What you are asked to do - Line by line, print the records exactly.

Data provided -

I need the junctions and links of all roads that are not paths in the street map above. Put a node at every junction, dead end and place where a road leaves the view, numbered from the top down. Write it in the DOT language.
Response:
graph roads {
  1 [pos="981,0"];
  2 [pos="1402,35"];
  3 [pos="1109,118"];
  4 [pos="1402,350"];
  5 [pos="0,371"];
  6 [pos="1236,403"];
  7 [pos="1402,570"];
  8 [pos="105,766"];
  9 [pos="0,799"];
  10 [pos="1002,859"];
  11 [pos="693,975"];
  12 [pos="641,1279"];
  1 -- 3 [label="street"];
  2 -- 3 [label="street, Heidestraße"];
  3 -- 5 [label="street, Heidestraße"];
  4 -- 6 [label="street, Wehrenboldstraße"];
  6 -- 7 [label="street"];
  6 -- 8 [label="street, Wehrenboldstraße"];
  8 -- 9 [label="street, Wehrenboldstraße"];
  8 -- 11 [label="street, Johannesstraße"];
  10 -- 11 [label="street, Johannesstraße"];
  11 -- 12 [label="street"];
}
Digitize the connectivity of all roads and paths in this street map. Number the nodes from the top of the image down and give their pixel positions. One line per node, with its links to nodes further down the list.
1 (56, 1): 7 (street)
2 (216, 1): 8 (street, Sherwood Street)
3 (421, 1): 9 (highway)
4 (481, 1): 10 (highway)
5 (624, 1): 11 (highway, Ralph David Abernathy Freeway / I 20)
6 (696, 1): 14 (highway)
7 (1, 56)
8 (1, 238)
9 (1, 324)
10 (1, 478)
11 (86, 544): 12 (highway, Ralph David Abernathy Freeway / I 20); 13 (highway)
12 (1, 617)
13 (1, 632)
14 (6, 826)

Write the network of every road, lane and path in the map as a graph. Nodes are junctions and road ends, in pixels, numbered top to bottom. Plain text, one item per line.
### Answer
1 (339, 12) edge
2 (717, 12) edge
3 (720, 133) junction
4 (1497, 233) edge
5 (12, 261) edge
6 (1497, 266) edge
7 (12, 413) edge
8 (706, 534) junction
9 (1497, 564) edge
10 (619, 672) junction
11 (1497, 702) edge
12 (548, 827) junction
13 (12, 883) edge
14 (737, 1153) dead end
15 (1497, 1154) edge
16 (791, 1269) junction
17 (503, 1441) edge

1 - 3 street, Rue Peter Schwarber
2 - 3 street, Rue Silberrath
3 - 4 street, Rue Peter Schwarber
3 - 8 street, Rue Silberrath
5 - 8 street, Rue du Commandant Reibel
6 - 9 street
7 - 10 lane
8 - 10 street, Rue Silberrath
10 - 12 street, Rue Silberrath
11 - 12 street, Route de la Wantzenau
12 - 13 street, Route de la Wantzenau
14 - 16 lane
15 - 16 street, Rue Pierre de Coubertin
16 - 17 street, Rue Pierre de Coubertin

Output for this task -
I need the junctions and links of all roads that are not paths in the street map above. Put a node at every junction, dead end and place where a road leaves the view, numbered from the top down. Write it in the DOT language.
Response:
graph roads {
  1 [pos="981,0"];
  2 [pos="1402,35"];
  3 [pos="1109,118"];
  4 [pos="1402,350"];
  5 [pos="0,371"];
  6 [pos="1236,403"];
  7 [pos="1402,570"];
  8 [pos="105,766"];
  9 [pos="0,799"];
  10 [pos="1002,859"];
  11 [pos="693,975"];
  12 [pos="641,1279"];
  1 -- 3 [label="street"];
  2 -- 3 [label="street, Heidestraße"];
  3 -- 5 [label="street, Heidestraße"];
  4 -- 6 [label="street, Wehrenboldstraße"];
  6 -- 7 [label="street"];
  6 -- 8 [label="street, Wehrenboldstraße"];
  8 -- 9 [label="street, Wehrenboldstraße"];
  8 -- 11 [label="street, Johannesstraße"];
  10 -- 11 [label="street, Johannesstraße"];
  11 -- 12 [label="street"];
}
Digitize the connectivity of all roads and paths in this street map. Number the nodes from the top of the image down and give their pixel positions. One line per node, with its links to nodes further down the list.
1 (56, 1): 7 (street)
2 (216, 1): 8 (street, Sherwood Street)
3 (421, 1): 9 (highway)
4 (481, 1): 10 (highway)
5 (624, 1): 11 (highway, Ralph David Abernathy Freeway / I 20)
6 (696, 1): 14 (highway)
7 (1, 56)
8 (1, 238)
9 (1, 324)
10 (1, 478)
11 (86, 544): 12 (highway, Ralph David Abernathy Freeway / I 20); 13 (highway)
12 (1, 617)
13 (1, 632)
14 (6, 826)

Write the network of every road, lane and path in the map as a graph. Nodes are junctions and road ends, in pixels, numbered top to bottom. Plain text, one item per line.
### Answer
1 (339, 12) edge
2 (717, 12) edge
3 (720, 133) junction
4 (1497, 233) edge
5 (12, 261) edge
6 (1497, 266) edge
7 (12, 413) edge
8 (706, 534) junction
9 (1497, 564) edge
10 (619, 672) junction
11 (1497, 702) edge
12 (548, 827) junction
13 (12, 883) edge
14 (737, 1153) dead end
15 (1497, 1154) edge
16 (791, 1269) junction
17 (503, 1441) edge

1 - 3 street, Rue Peter Schwarber
2 - 3 street, Rue Silberrath
3 - 4 street, Rue Peter Schwarber
3 - 8 street, Rue Silberrath
5 - 8 street, Rue du Commandant Reibel
6 - 9 street
7 - 10 lane
8 - 10 street, Rue Silberrath
10 - 12 street, Rue Silberrath
11 - 12 street, Route de la Wantzenau
12 - 13 street, Route de la Wantzenau
14 - 16 lane
15 - 16 street, Rue Pierre de Coubertin
16 - 17 street, Rue Pierre de Coubertin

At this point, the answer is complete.